Stipendi: Padova 22esima in Italia, Veneto nona tra le regioni. I dati di Confapi
Il governo si è dato una priorità per la prossima Legge di Bilancio: confermare il taglio dei contributi pagati dai lavoratori dipendenti che guadagnano fino a 35 mila euro lordi l’anno. Il costo della misura? Circa 10 miliardi. E, per rafforzarla, l’idea è di ridurre già da gennaio del prossimo anno le aliquote Irpef da quattro a tre, accorpando le prime due: in pratica il primo scaglione Irpef arriverebbe fino a 28 mila euro di reddito sui quali si pagherebbe un’aliquota del 23%. Ma qual è, oggi, la situazione degli stipendi in Italia? E cosa si può fare per aumentare il potere d’acquisto dei lavoratori e rilanciare i consumi? A partire da queste domande Confapi, attraverso il suo centro studi Fabbrica Padova, ha messo in fila i dati a disposizione.
Per gli stipendi parlano le statistiche elaborate dall’Osservatorio Job Pricing, secondo le quali la RGA (Retribuzioni Globali Annue, risultato di retribuzione lorda più retribuzione variabile) media nazionale calcolata dal Geography Index 2023 sulla base dei dati del 2022 si attesta a 30.830 euro, circa mille euro in più rispetto ai 29.840 di dodici mesi prima.
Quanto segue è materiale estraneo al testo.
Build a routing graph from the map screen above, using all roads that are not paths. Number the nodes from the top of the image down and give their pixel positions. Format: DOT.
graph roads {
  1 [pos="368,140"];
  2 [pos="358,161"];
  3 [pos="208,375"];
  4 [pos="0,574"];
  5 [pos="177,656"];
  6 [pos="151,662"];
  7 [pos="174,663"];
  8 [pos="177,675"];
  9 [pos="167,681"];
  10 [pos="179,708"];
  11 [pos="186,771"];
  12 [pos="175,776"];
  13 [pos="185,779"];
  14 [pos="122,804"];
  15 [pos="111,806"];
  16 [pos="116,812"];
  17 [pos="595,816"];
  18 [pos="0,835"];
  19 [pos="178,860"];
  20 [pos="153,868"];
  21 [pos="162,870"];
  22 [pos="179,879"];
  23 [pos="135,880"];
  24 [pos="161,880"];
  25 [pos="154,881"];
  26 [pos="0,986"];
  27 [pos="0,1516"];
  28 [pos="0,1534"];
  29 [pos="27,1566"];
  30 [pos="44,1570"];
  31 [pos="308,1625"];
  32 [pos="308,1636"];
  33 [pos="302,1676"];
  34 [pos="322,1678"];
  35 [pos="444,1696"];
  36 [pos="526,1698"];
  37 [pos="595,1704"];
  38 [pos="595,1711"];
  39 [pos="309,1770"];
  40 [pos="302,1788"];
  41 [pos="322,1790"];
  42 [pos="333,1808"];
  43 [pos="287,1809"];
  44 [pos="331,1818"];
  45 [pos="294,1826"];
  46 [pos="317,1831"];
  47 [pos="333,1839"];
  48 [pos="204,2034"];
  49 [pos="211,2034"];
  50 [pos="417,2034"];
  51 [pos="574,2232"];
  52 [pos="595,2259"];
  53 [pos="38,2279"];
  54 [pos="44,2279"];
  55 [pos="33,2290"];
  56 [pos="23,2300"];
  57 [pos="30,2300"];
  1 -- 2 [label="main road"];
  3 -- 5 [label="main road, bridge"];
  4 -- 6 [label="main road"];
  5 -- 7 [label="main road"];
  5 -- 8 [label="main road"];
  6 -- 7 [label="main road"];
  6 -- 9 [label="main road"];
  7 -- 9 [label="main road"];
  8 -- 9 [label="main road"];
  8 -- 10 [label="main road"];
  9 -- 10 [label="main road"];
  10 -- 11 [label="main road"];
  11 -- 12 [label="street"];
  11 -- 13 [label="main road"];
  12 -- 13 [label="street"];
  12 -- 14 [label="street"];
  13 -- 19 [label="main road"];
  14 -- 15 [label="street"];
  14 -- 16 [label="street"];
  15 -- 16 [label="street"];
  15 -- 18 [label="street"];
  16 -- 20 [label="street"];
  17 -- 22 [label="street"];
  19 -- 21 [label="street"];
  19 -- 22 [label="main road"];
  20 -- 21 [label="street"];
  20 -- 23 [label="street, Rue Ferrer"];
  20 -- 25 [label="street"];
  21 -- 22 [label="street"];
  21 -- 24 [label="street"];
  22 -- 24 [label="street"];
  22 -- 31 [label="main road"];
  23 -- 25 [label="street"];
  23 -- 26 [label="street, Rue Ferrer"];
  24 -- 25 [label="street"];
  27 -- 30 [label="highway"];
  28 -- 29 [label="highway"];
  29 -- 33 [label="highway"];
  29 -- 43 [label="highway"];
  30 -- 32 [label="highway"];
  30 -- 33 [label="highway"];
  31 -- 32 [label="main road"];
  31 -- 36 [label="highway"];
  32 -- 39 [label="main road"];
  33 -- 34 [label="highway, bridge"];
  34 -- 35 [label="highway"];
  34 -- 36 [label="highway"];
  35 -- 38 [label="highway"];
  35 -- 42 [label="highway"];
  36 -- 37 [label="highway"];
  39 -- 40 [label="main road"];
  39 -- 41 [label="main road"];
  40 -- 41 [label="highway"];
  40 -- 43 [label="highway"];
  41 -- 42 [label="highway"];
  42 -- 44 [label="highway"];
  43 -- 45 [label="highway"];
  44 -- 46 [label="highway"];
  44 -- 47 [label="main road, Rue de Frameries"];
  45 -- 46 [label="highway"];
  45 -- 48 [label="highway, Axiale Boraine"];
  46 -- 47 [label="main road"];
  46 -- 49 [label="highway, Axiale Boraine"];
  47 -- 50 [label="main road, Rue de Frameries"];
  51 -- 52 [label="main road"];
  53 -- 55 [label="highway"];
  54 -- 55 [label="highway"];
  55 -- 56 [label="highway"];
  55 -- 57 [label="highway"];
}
Il mercato retributivo del 2022, a partire dal secondo semestre, è apparso in netta crescita a confronto con un precedente periodo caratterizzato da una diffusa stagnazione degli stipendi: nel solo 2022 le retribuzioni complessive (fisse e variabili) sono cresciute in media del 3,3%. In questa graduatoria, Padova si situa al 22° posto tra le province in Italia, con una RGA media di 30.986 euro, lo 0,5% in più della media nazionale, in una classifica guidata da Milano con 36.952 euro e chiusa da Ragusa con 24.129 euro, 107^ tra le province italiane. Per quanto riguarda le regioni, nona posizione per il Veneto, con una RGA media di 30.848 euro, dello 0,1% superiore rispetto alla media nazionale, con la Lombardia a capeggiare la graduatoria (33.452 euro) e la Basilicata a chiuderla (26.055 euro).
A queste statistiche occorre però aggiungerne altre, diffuse dall’OCSE, l’Organizzazione per la cooperazione e lo sviluppo economico, in base alle quali si osserva come il cuneo fiscale in Italia, ossia - afferma Confapi - l’indicatore che misura la differenza tra il costo del lavoro per l’azienda e il salario netto che il lavoratore riceve effettivamente in mano, è uno dei più alti tra i paesi membri, attestandosi al 45,9% del costo del lavoro nel 2022, contro una media Ocse del 34,6%. In altre parole, significa che quasi la metà delle spese sostenute dalle aziende per impiegare un lavoratore sono destinate a tasse e contributi sociali, rendendo l’Italia poco competitiva rispetto ad altri paesi. A registrare valori più elevati dell’Italia sono solamente quattro paesi in Europa. In Belgio, imposte e contributi sociali rappresentano il 53% del costo del lavoro, mentre in Germania, Francia e Austria il dato è leggermente superiore a quello italiano (rispettivamente pari al 47,8, 47 e 46,8%). E proprio la riduzione del cuneo fiscale è stata indicata dall’Ocse come una delle principali sfide per il sistema economico italiano e rappresenta un obiettivo prioritario per il governo e le parti sociali, al fine di promuovere la crescita economica e l’attrazione degli investimenti dall’estero.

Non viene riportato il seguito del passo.